Kariyerimdeki mihenk taşlarımın ilki Halk Müziği’nde doktora unvanına sahip ilk sanatçı olmak. Halk müziğinde devlet sanatçısı unvanını ise 32 yaşında aldım. Doçentliğimi Türk Halkbilimi üzerine, profesörlüğümü Türk müziği üzerine aldım. Bunlar benim ilklerim oldu. Hem yurt dışında hem de Cumhurbaşkanlığı konserleri kapsamında sahneye çıktım. Askeri bölgelerde askerlerimize moral vermek amacıyla konserler verdim. Ses sanatçısı olarak TRT ve Kültür Bakanlığı’nda birincilik elde ettim. Amacım akademik kariyer yapmaktı bundan dolayı çok fazla ön planda olmak istemedim. Halk müziğinde hem icracıyım hem de akademisyenim. Anadolu’da, Türk dünyasında ve Balkanlar’da birçok alan çalışması yaptım. Kitaplar ve makaleler yayınladım. Sempozyumlara katıldım ve konferanslar verdim. Bu çalışmalarım devam etmekte... İstanbul üniversitesi’nde Türk Müziği Anasanat dalı başkanıyım. Darül-El-han kökenli konservatuvarımızda Profesör Doktor Aygül Günaltay öncülüğünde bu bölümü kurmak nasip oldu.

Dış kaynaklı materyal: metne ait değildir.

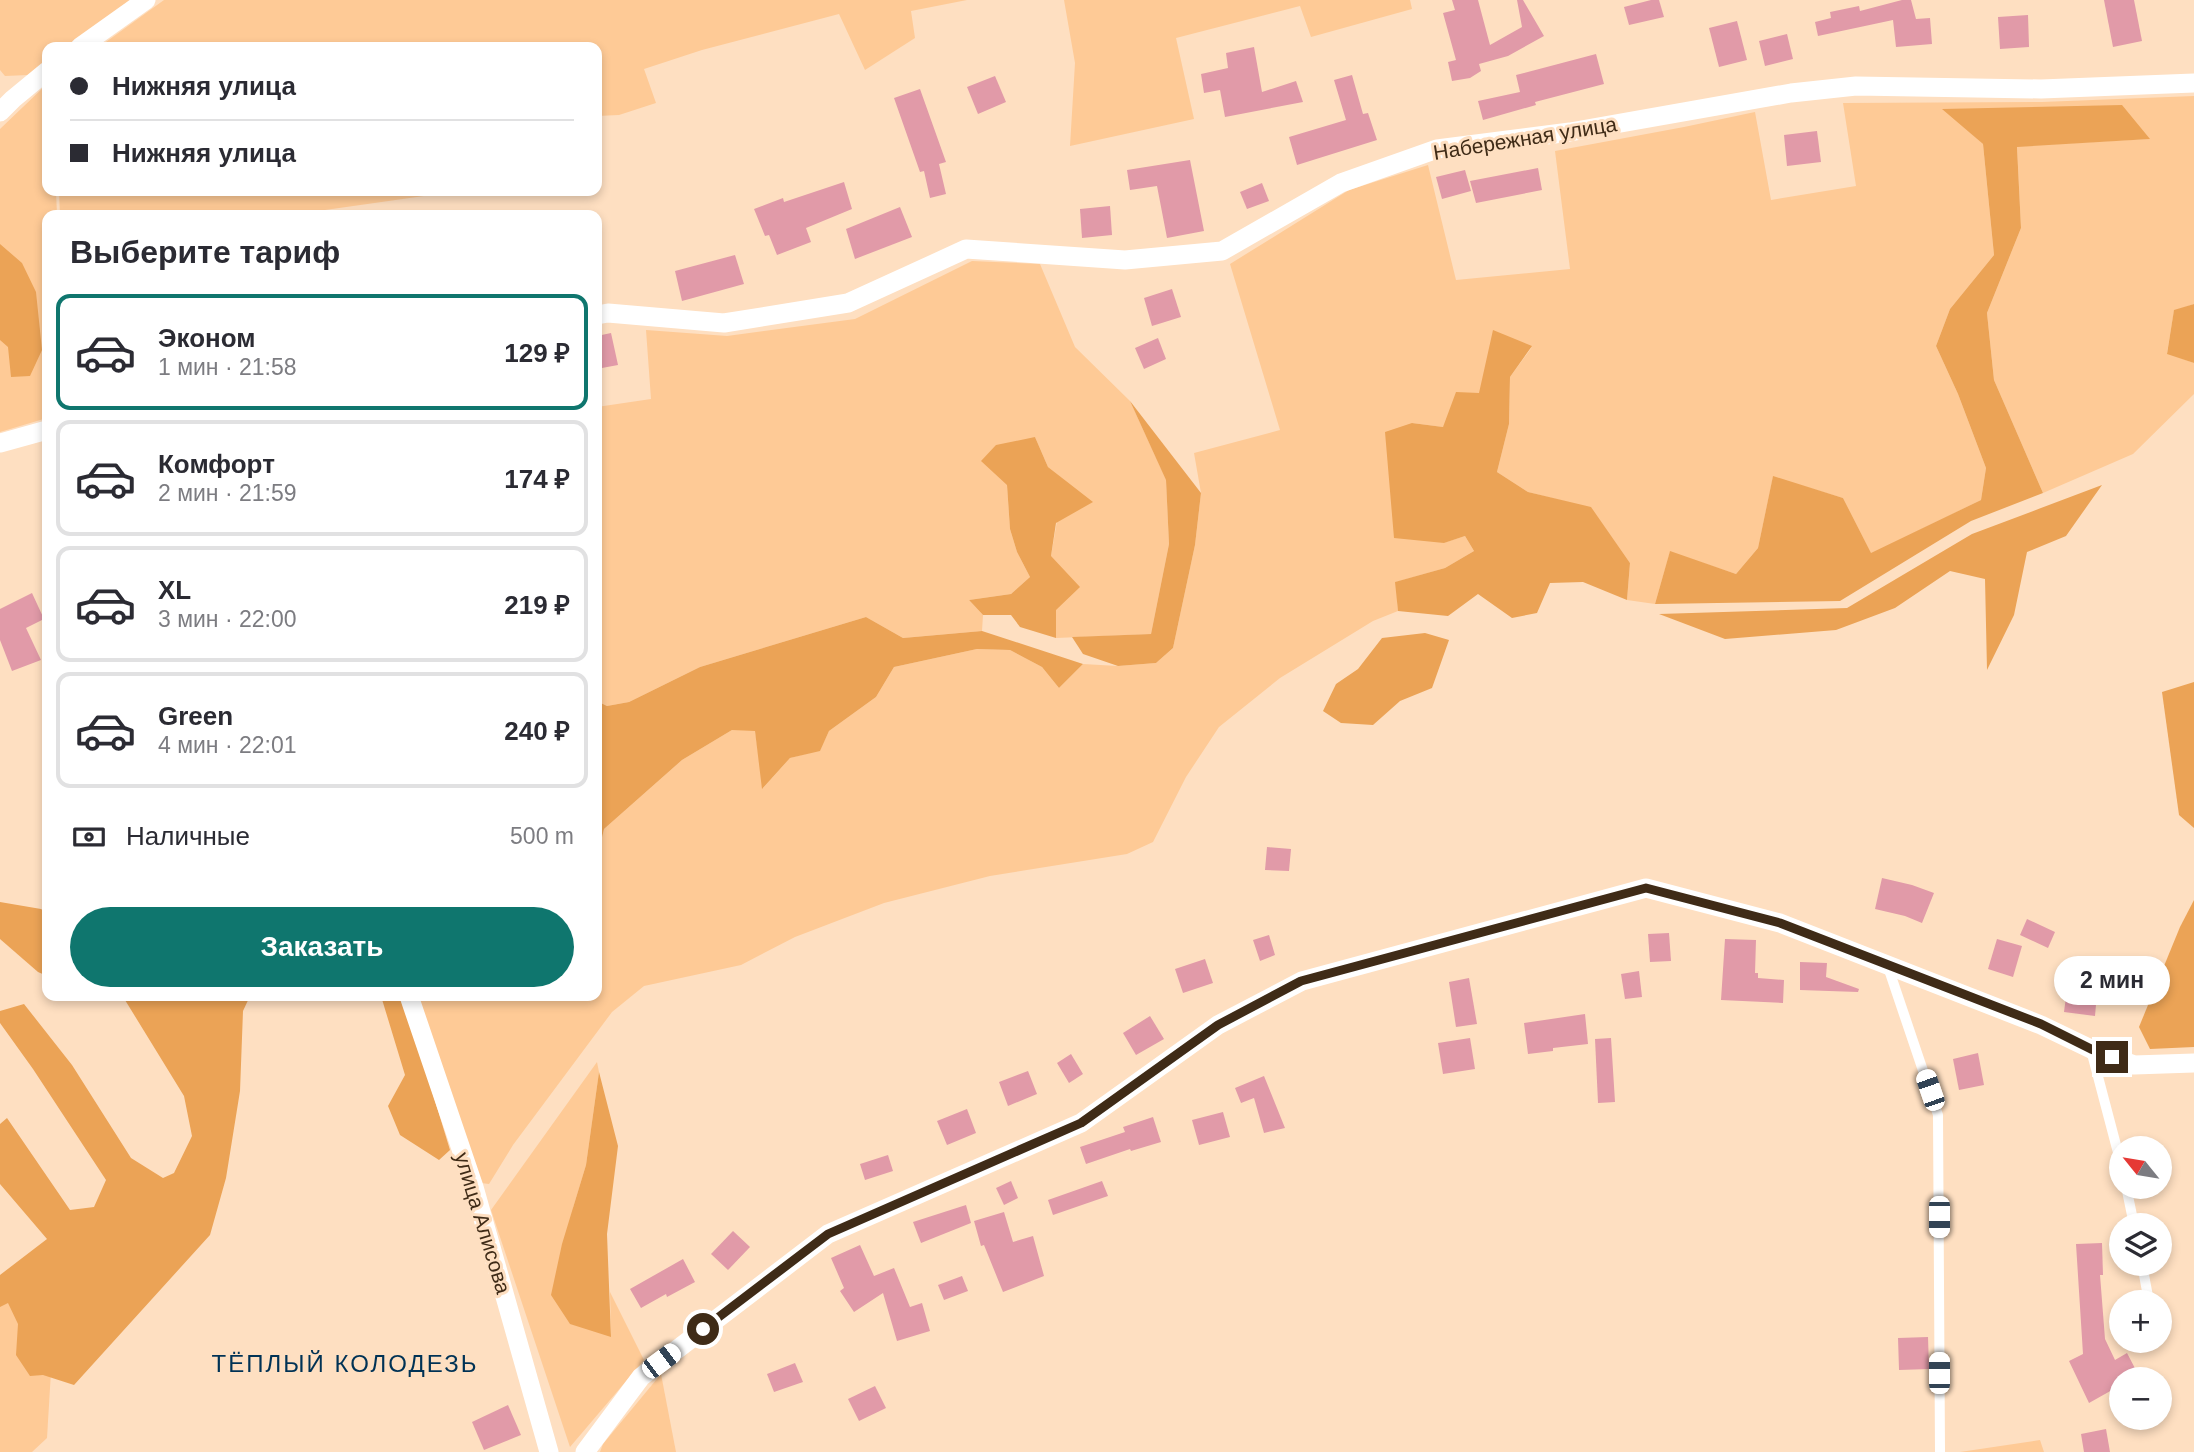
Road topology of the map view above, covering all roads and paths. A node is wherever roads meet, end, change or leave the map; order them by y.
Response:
1 (146, 0) edge
2 (87, 42) edge
3 (42, 74) edge
4 (2194, 83) edge
5 (4, 99) edge
6 (602, 314) edge
7 (42, 431) edge
8 (0, 443) edge
9 (1887, 964) junction
10 (411, 1001) edge
11 (2091, 1049) junction
12 (2194, 1063) edge
13 (2114, 1136) edge
14 (549, 1452) edge
15 (585, 1452) edge
16 (1940, 1452) edge

1 - 2 street
3 - 5 street
4 - 6 street, Набережная улица
7 - 8 street
9 - 11 street
9 - 15 street
9 - 16 lane
10 - 14 street, улица Алисова
11 - 12 street
11 - 13 lane

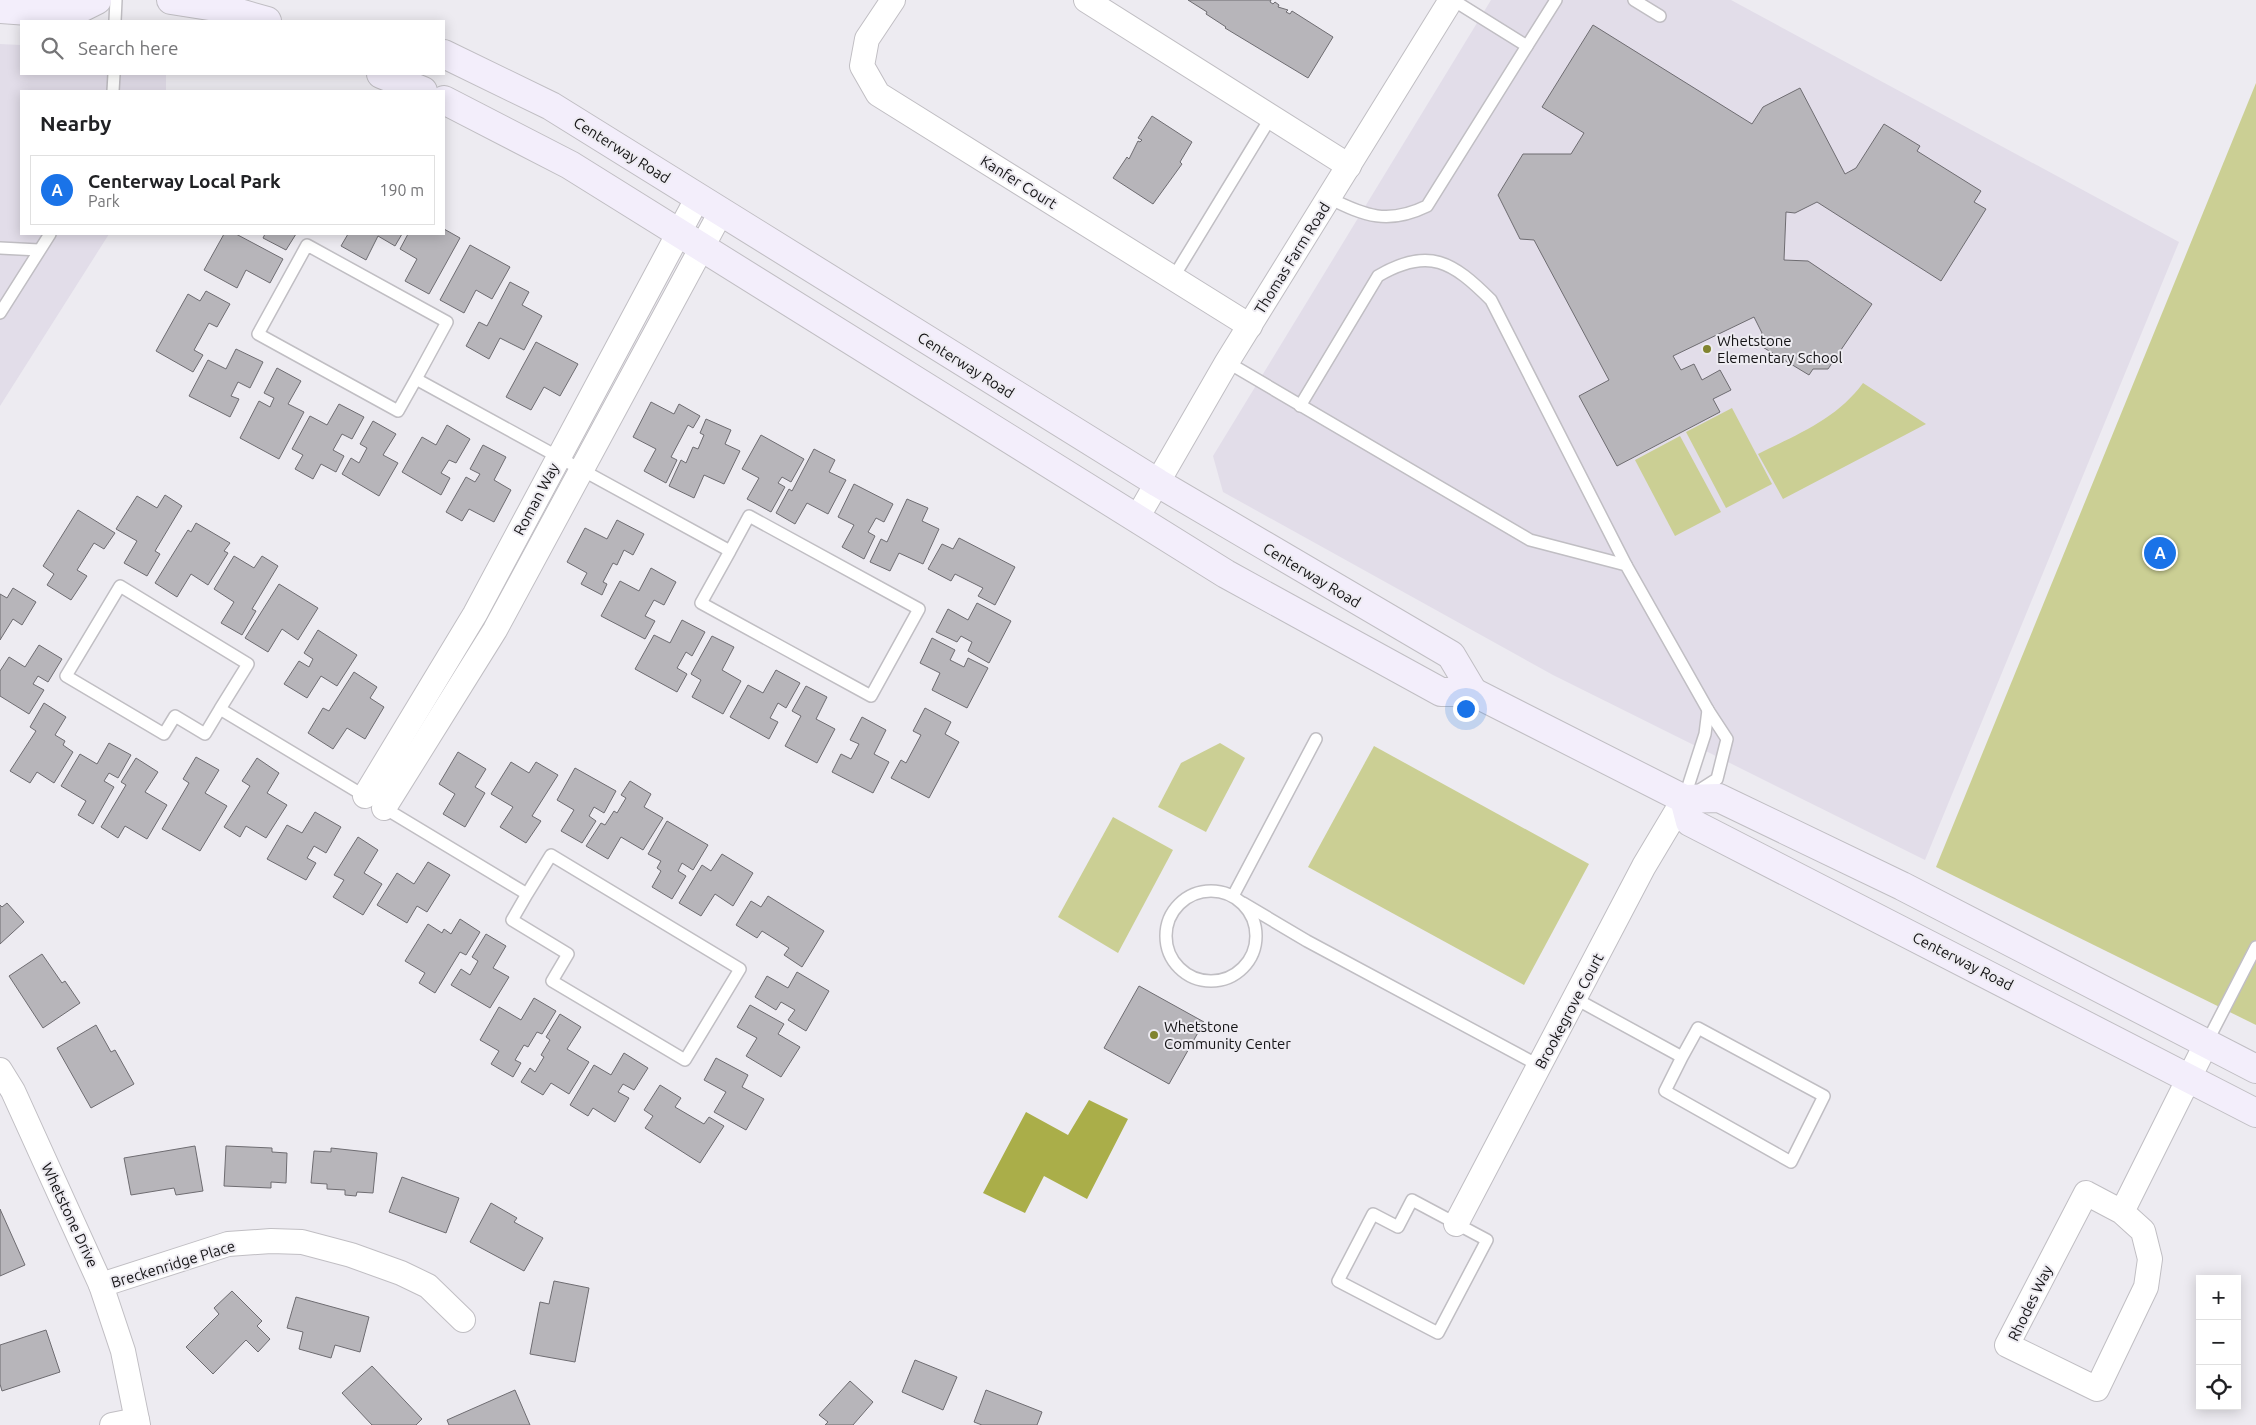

Kariyerinizde birçok ödül de var. En son hangi ödülü almıştınız?
Toplumsal Etik Derneği, her yıl meslek onurunu koruyarak yaşamı boyunca etik ilkelere duyarlı olan kişi ve kuruluşlara “Meslekte Etik Davranışları Teşvik ödülü” vermektedir. Bu noktada 2019 yılında Türk Halk Müziği Dalında Etik İlkelere Duyarlılık ödülü” aldım. Büyük onur duydum ve güç aldım.
“BENİ KEŞFEDEN SAYIN SüLEYMAN DEMİREL OLDU”
Devlet sanatçısı unvanını almanızda hangi özellikleriniz etkili oldu?
Türkiye’yi çok iyi bilmem ve uluslararası tanınırlığım bu unvanı almamda etkili oldu diyebilirim. Halk müziğinde doktora unvanına sahip ilk sanatçı olmamı da buraya ekleyebiliriz. Beni keşfeden Sayın Süleyman Demirel oldu. Bana “Bedenin küçük ama sahneye çıkınca devleşiyorsun.” demişti. ülkem adına yüz ağartıcı konserler verme onuruna eriştim. Amerika, Bosna Hersek, İtalya, Belçika, Hollanda, Almanya ve Türki Cumhuriyetlerde konserler verdim. Balkanlar’da bilimsel araştırma projeleri yaptım. Daha çok Anadolu Alevi müzik kültürü üzerine çalışıyorum. Doçentlik çalışmam aşık müziği, profesörlük çalışmam “Cem Zakirliği” üzerineydi. Anadolu’yu çok iyi biliyorum. Anadolu’ya gittiğimde uçaktan iner inmez elime defter ve kalemimi alarak direkt alana giderim. Halk kültürünün bütün ürünleri benim için çok kıymetlidir.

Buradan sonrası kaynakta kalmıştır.